L’acharnement contre le professeur Didier Raoult, ancien directeur de l’IHU Méditerranée Infection de Marseille, est loin d’être terminé.
Vendredi 6 septembre 2024, l’Agence nationale de sécurité du médicament (ANSM) a annoncé qu’elle allait de nouveau saisir la justice à la suite d’une nouvelle publication scientifique de Raoult. Cette étude défend l’utilisation de l’hydroxychloroquine pour traiter le Covid-19. L’acharnement contre Didier Raoult continue. Durant la crise COVID, le Professeur a déjà eu droit à un décret anti-hydroxychloroquine, qui était surtout un décret contre sa personne. Avec le lobbying intensif des laboratoires, les médias mainstream ont alimenté la confusion et la désinformation autour de ces thérapies alternatives aux vaccins COVID expérimentaux.
Durant la crise COVID, l’étude du Lancet sur l’hydroxychloroquine a été pipeautée pour discréditer un produit qui gêne car peu lucratif.

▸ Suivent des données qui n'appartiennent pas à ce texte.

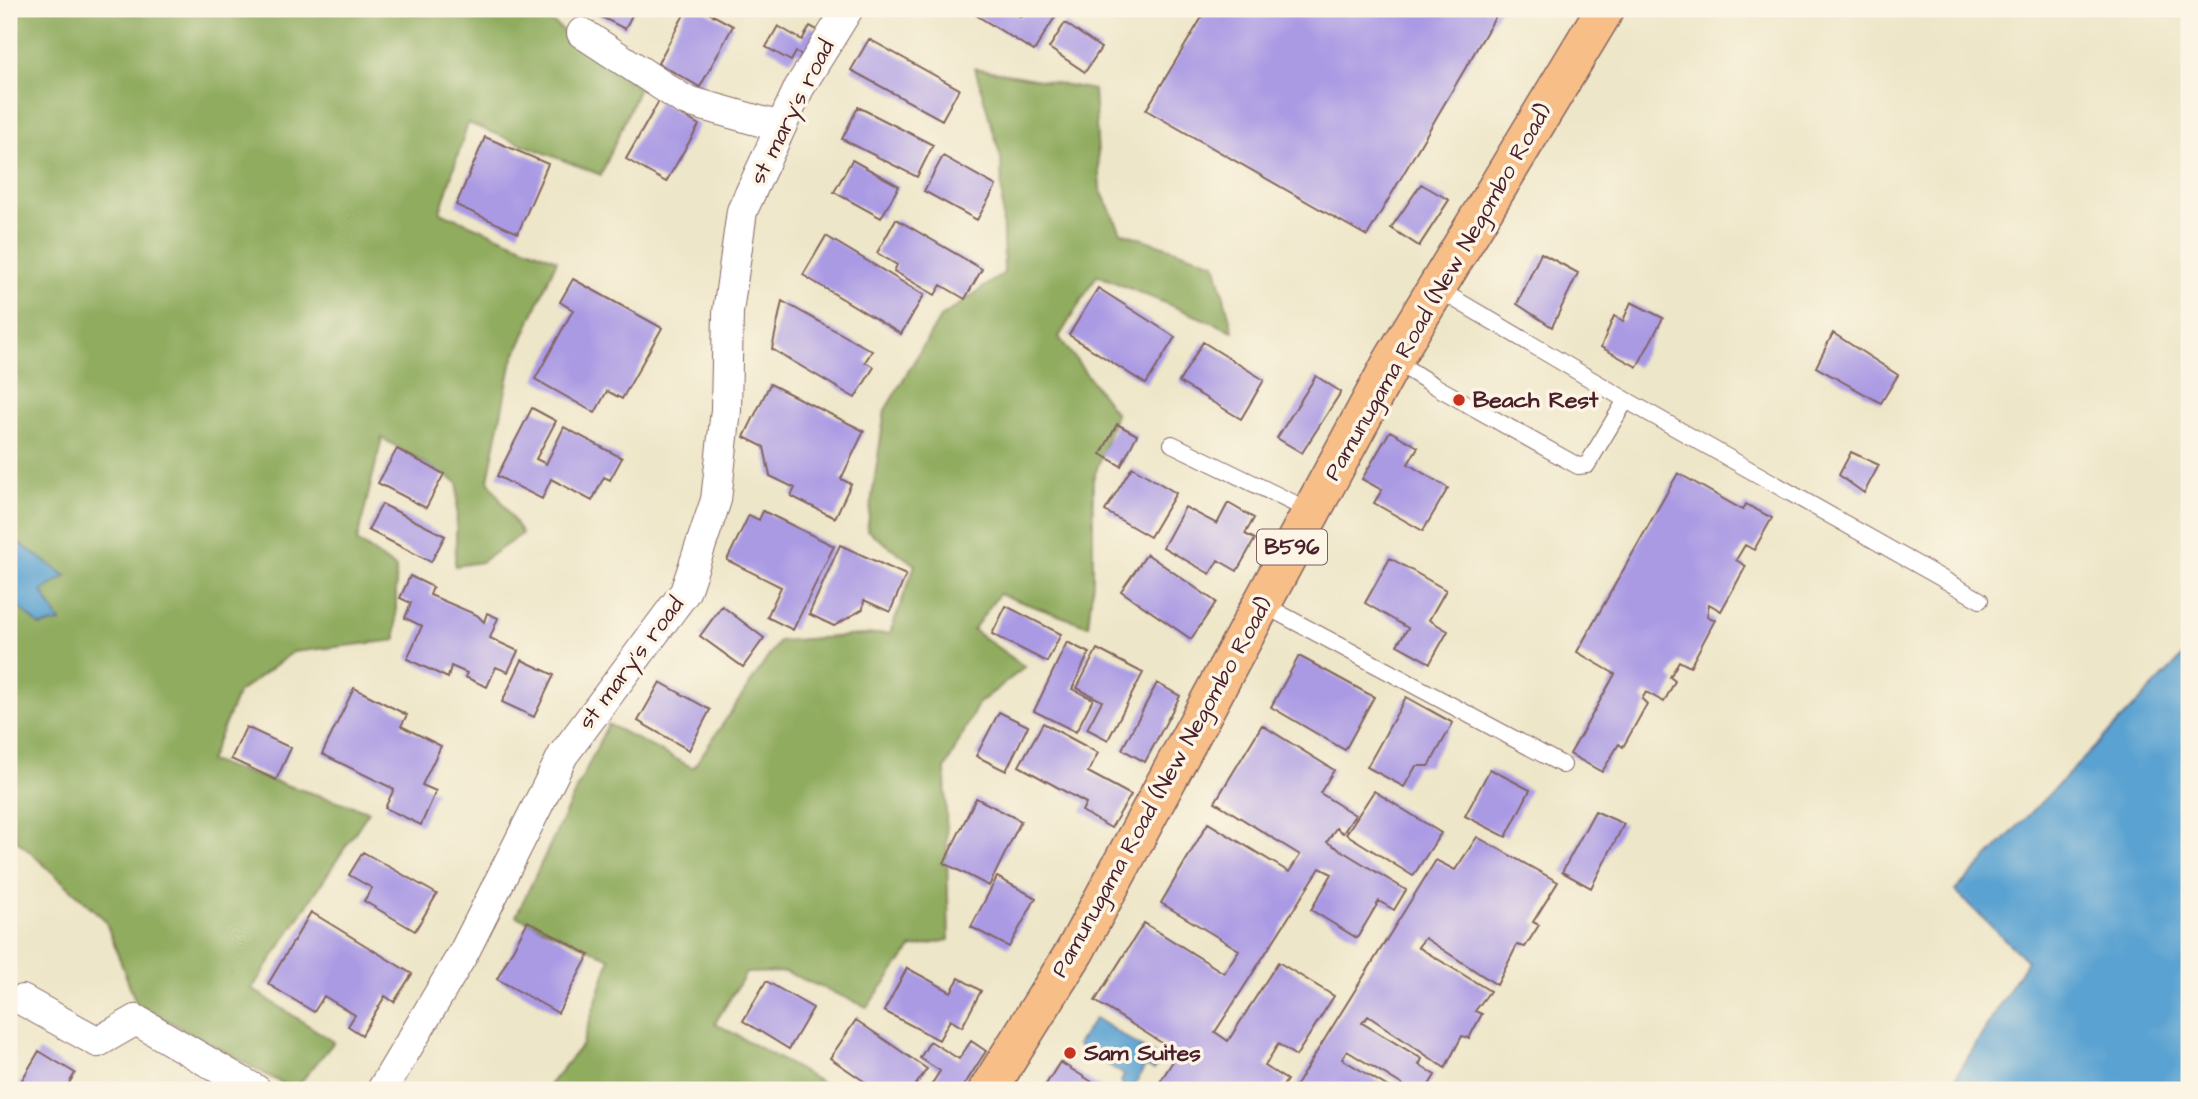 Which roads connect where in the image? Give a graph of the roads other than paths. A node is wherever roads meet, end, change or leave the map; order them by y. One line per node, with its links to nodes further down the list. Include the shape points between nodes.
1 (848, 9): 4 (street, st mary's road, via 799,88)
2 (1605, 9): 5 (main road, Pamunugama Road (New Negombo Road) / B596)
3 (582, 33): 4 (street, via 684,100)
4 (781, 127): 15 (street, st mary's road, via 742,211 728,312 726,410 716,500 685,592 563,755 464,952)
5 (1436, 288): 6 (main road, Pamunugama Road (New Negombo Road) / B596); 7 (lane)
6 (1393, 360): 7 (lane, via 1578,466 1587,465); 9 (main road, Pamunugama Road (New Negombo Road) / B596)
7 (1626, 400): 10 (lane)
8 (1172, 444): 9 (lane)
9 (1312, 512): 11 (main road, Pamunugama Road (New Negombo Road) / B596)
10 (1980, 600)
11 (1262, 604): 12 (lane); 16 (main road, Pamunugama Road (New Negombo Road) / B596, via 1074,951)
12 (1563, 765)
13 (22, 1000): 14 (street, via 98,1042 135,1020)
14 (256, 1090)
15 (382, 1090)
16 (988, 1090)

La presse subventionnée et de nombreux « experts » de la santé ont tenté de mettre un terme à l’utilisation de l’hydroxychloroquine , arguant qu’il pouvait provoquer des effets secondaires nocifs et qu’il existe peu de preuves de leur efficacité. Les autorités sanitaires ont volontairement disqualifiés en tant que traitement du COVID-19.

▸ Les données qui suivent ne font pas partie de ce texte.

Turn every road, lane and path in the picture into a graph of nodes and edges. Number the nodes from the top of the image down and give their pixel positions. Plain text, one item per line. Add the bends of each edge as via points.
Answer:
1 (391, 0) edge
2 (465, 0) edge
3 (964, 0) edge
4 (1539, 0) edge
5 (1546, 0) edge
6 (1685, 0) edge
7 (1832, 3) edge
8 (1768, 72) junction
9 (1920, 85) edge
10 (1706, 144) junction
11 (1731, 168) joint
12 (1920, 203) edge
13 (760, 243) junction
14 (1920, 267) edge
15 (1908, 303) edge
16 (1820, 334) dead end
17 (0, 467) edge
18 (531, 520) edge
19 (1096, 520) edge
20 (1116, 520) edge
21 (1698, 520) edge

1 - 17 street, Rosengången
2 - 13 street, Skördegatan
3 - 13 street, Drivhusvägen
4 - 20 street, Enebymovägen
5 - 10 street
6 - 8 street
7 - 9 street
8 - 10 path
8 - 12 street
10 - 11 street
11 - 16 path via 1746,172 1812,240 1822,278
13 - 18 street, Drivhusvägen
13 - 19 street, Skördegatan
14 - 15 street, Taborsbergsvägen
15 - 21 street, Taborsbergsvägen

Raoult de nouveau mis à l’index
L’article incriminé, publié dans la revue Acta Scientific Microbiology en août 2024, a pour co-auteur Didier Raoult et l’un de ses anciens collaborateurs, Philippe Brouqui. Cette étude repose sur les données de 1 276 patients atteints du Covid-19, dont certains ont été traités à l’IHU avec de l’hydroxychloroquine, un traitement promu par Raoult depuis le début de la pandémie. Raoult continue de défendre ce traitement, affirmant son efficacité.

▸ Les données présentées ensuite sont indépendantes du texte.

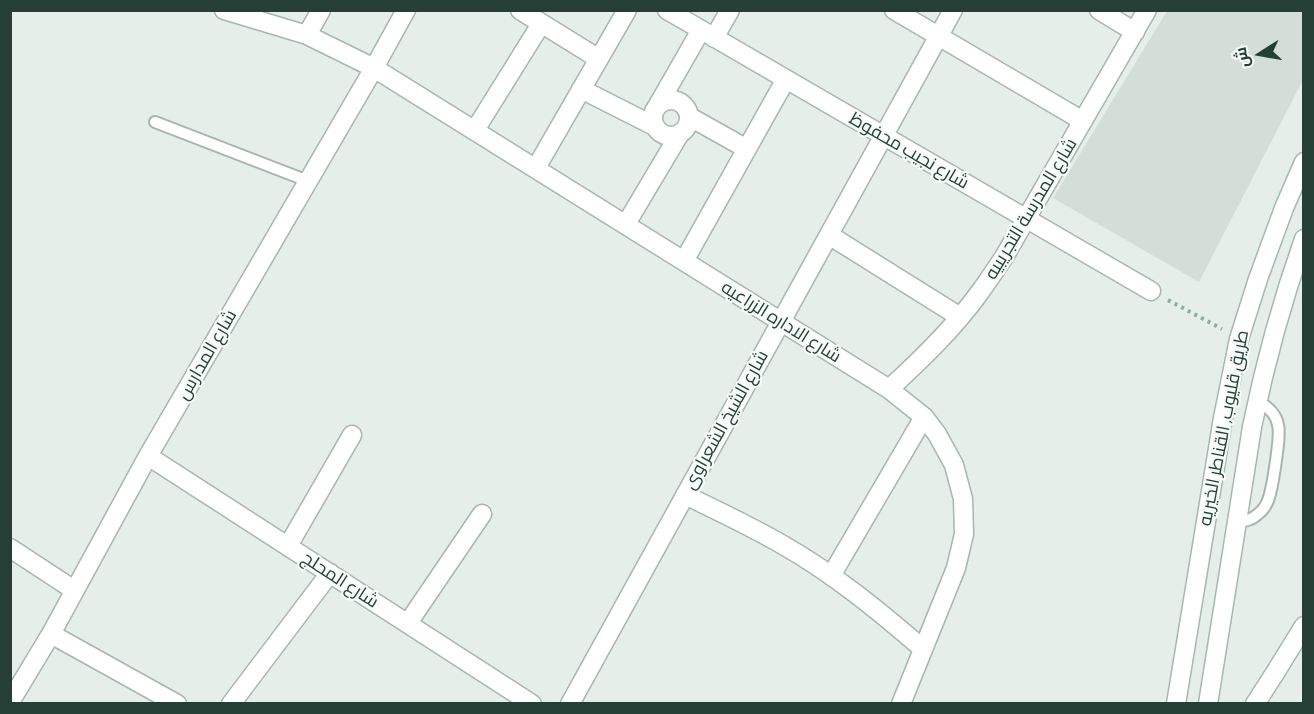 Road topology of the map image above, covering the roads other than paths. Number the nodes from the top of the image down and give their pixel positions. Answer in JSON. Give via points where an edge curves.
{"nodes":[{"id":1,"x":224,"y":10,"type":"edge"},
{"id":2,"x":321,"y":10,"type":"edge"},
{"id":3,"x":406,"y":10,"type":"edge"},
{"id":4,"x":520,"y":10,"type":"edge"},
{"id":5,"x":627,"y":10,"type":"edge"},
{"id":6,"x":667,"y":10,"type":"edge"},
{"id":7,"x":730,"y":10,"type":"edge"},
{"id":8,"x":894,"y":10,"type":"edge"},
{"id":9,"x":953,"y":10,"type":"edge"},
{"id":10,"x":1099,"y":10,"type":"edge"},
{"id":11,"x":1147,"y":10,"type":"edge"},
{"id":12,"x":263,"y":16,"type":"edge"},
{"id":13,"x":542,"y":24,"type":"junction"},
{"id":14,"x":1135,"y":32,"type":"junction"},
{"id":15,"x":707,"y":34,"type":"junction"},
{"id":16,"x":308,"y":35,"type":"junction"},
{"id":17,"x":939,"y":36,"type":"junction"},
{"id":18,"x":599,"y":59,"type":"junction"},
{"id":19,"x":374,"y":68,"type":"junction"},
{"id":20,"x":786,"y":79,"type":"junction"},
{"id":21,"x":581,"y":89,"type":"junction"},
{"id":22,"x":658,"y":105,"type":"junction"},
{"id":23,"x":690,"y":117,"type":"junction"},
{"id":24,"x":1083,"y":121,"type":"junction"},
{"id":25,"x":154,"y":122,"type":"dead end"},
{"id":26,"x":654,"y":126,"type":"junction"},
{"id":27,"x":475,"y":130,"type":"junction"},
{"id":28,"x":680,"y":135,"type":"junction"},
{"id":29,"x":883,"y":136,"type":"junction"},
{"id":30,"x":747,"y":149,"type":"junction"},
{"id":31,"x":1304,"y":162,"type":"edge"},
{"id":32,"x":536,"y":168,"type":"junction"},
{"id":33,"x":308,"y":181,"type":"junction"},
{"id":34,"x":1026,"y":219,"type":"junction"},
{"id":35,"x":626,"y":224,"type":"junction"},
{"id":36,"x":829,"y":235,"type":"junction"},
{"id":37,"x":1304,"y":239,"type":"edge"},
{"id":38,"x":684,"y":261,"type":"junction"},
{"id":39,"x":1151,"y":291,"type":"road end"},
{"id":40,"x":960,"y":317,"type":"junction"},
{"id":41,"x":781,"y":321,"type":"junction"},
{"id":42,"x":889,"y":388,"type":"junction"},
{"id":43,"x":1257,"y":401,"type":"junction"},
{"id":44,"x":924,"y":417,"type":"junction"},
{"id":45,"x":352,"y":435,"type":"dead end"},
{"id":46,"x":148,"y":456,"type":"junction"},
{"id":47,"x":685,"y":495,"type":"junction"},
{"id":48,"x":482,"y":514,"type":"dead end"},
{"id":49,"x":1207,"y":515,"type":"junction"},
{"id":50,"x":1237,"y":522,"type":"junction"},
{"id":51,"x":288,"y":546,"type":"junction"},
{"id":52,"x":10,"y":548,"type":"edge"},
{"id":53,"x":330,"y":573,"type":"junction"},
{"id":54,"x":831,"y":576,"type":"junction"},
{"id":55,"x":74,"y":591,"type":"junction"},
{"id":56,"x":408,"y":623,"type":"junction"},
{"id":57,"x":1304,"y":626,"type":"edge"},
{"id":58,"x":51,"y":634,"type":"junction"},
{"id":59,"x":923,"y":648,"type":"junction"},
{"id":60,"x":10,"y":702,"type":"edge"},
{"id":61,"x":525,"y":702,"type":"edge"},
{"id":62,"x":177,"y":704,"type":"edge"},
{"id":63,"x":231,"y":704,"type":"edge"},
{"id":64,"x":570,"y":704,"type":"edge"},
{"id":65,"x":901,"y":704,"type":"edge"},
{"id":66,"x":1176,"y":704,"type":"edge"},
{"id":67,"x":1208,"y":704,"type":"edge"},
{"id":68,"x":1255,"y":704,"type":"edge"}],
"edges":[{"from":1,"to":12,"type":"street","name":"شارع الاداره الزراعيه"},
{"from":2,"to":16,"type":"street"},
{"from":3,"to":19,"type":"street","name":"شارع المدارس"},
{"from":4,"to":13,"type":"street"},
{"from":5,"to":18,"type":"street"},
{"from":6,"to":15,"type":"street","name":"شارع نجيب محفوظ"},
{"from":7,"to":15,"type":"street"},
{"from":8,"to":17,"type":"street"},
{"from":9,"to":17,"type":"street","name":"شارع الشيخ الشعراوى"},
{"from":10,"to":14,"type":"street"},
{"from":11,"to":14,"type":"street","name":"شارع المدرسة التجريبيه"},
{"from":12,"to":16,"type":"street","name":"شارع الاداره الزراعيه"},
{"from":13,"to":18,"type":"street"},
{"from":13,"to":27,"type":"street"},
{"from":14,"to":24,"type":"street","name":"شارع المدرسة التجريبيه"},
{"from":15,"to":20,"type":"street","name":"شارع نجيب محفوظ"},
{"from":15,"to":22,"type":"street"},
{"from":16,"to":19,"type":"street","name":"شارع الاداره الزراعيه"},
{"from":17,"to":24,"type":"street"},
{"from":17,"to":29,"type":"street","name":"شارع الشيخ الشعراوى"},
{"from":18,"to":21,"type":"street"},
{"from":19,"to":27,"type":"street","name":"شارع الاداره الزراعيه"},
{"from":19,"to":33,"type":"street","name":"شارع المدارس"},
{"from":20,"to":29,"type":"street","name":"شارع نجيب محفوظ"},
{"from":20,"to":30,"type":"street"},
{"from":21,"to":26,"type":"street"},
{"from":21,"to":32,"type":"street"},
{"from":22,"to":23,"type":"street","via":[[677,101],[684,104]]},
{"from":22,"to":26,"type":"street","via":[[652,119]]},
{"from":23,"to":28,"type":"street"},
{"from":23,"to":30,"type":"street"},
{"from":24,"to":34,"type":"street","name":"شارع المدرسة التجريبيه"},
{"from":25,"to":33,"type":"lane"},
{"from":26,"to":28,"type":"street","via":[[665,135]]},
{"from":27,"to":32,"type":"street","name":"شارع الاداره الزراعيه"},
{"from":28,"to":35,"type":"street"},
{"from":29,"to":34,"type":"street","name":"شارع نجيب محفوظ"},
{"from":29,"to":36,"type":"street","name":"شارع الشيخ الشعراوى"},
{"from":30,"to":38,"type":"street"},
{"from":31,"to":49,"type":"street","name":"طريق قليوب, القناطر الخيريه","via":[[1239,339]]},
{"from":32,"to":35,"type":"street","name":"شارع الاداره الزراعيه"},
{"from":33,"to":46,"type":"street","name":"شارع المدارس"},
{"from":34,"to":39,"type":"street","name":"شارع نجيب محفوظ"},
{"from":34,"to":40,"type":"street","name":"شارع المدرسة التجريبيه","via":[[980,293]]},
{"from":35,"to":38,"type":"street","name":"شارع الاداره الزراعيه"},
{"from":36,"to":40,"type":"street"},
{"from":36,"to":41,"type":"street","name":"شارع الشيخ الشعراوى"},
{"from":37,"to":43,"type":"street","name":"طريق قليوب, القناطر الخيريه","via":[[1286,290]]},
{"from":38,"to":41,"type":"street","name":"شارع الاداره الزراعيه"},
{"from":40,"to":42,"type":"street","name":"شارع المدرسة التجريبيه"},
{"from":41,"to":42,"type":"street","name":"شارع الاداره الزراعيه"},
{"from":41,"to":47,"type":"street","name":"شارع الشيخ الشعراوى"},
{"from":42,"to":44,"type":"street","name":"شارع الاداره الزراعيه"},
{"from":43,"to":50,"type":"street","name":"طريق قليوب, القناطر الخيريه"},
{"from":43,"to":50,"type":"lane","via":[[1267,406],[1279,425],[1270,495],[1258,515]]},
{"from":44,"to":54,"type":"street"},
{"from":44,"to":59,"type":"street","name":"شارع الاداره الزراعيه","via":[[954,465],[963,499],[964,534],[956,568]]},
{"from":45,"to":51,"type":"street"},
{"from":46,"to":51,"type":"street","name":"شارع المحلج"},
{"from":46,"to":55,"type":"street","name":"شارع المدارس"},
{"from":47,"to":54,"type":"street","via":[[784,546]]},
{"from":47,"to":64,"type":"street","name":"شارع الشيخ الشعراوى"},
{"from":48,"to":56,"type":"street"},
{"from":49,"to":50,"type":"street"},
{"from":49,"to":66,"type":"street","name":"طريق قليوب, القناطر الخيريه"},
{"from":50,"to":67,"type":"street","name":"طريق قليوب, القناطر الخيريه"},
{"from":51,"to":53,"type":"street","name":"شارع المحلج"},
{"from":52,"to":55,"type":"street"},
{"from":53,"to":56,"type":"street","name":"شارع المحلج"},
{"from":53,"to":63,"type":"street"},
{"from":54,"to":59,"type":"street"},
{"from":55,"to":58,"type":"street","name":"شارع المدارس"},
{"from":56,"to":61,"type":"street","name":"شارع المحلج"},
{"from":57,"to":68,"type":"street"},
{"from":58,"to":60,"type":"street","name":"شارع المدارس"},
{"from":58,"to":62,"type":"street"},
{"from":59,"to":65,"type":"street","name":"شارع الاداره الزراعيه"}]}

Cependant, cette nouvelle publication de Raoult est de nouveau mise à l’index.. Selon l’Assistance publique-Hôpitaux de Marseille (APHM) et la Fondation Méditerranée Infection, l’étude utiliserait des données de patients sans autorisation préalable, violant ainsi les protocoles de recherche clinique en vigueur. Ces deux institutions ont signalé l’article à l’ANSM, se désolidarisant de ses conclusions.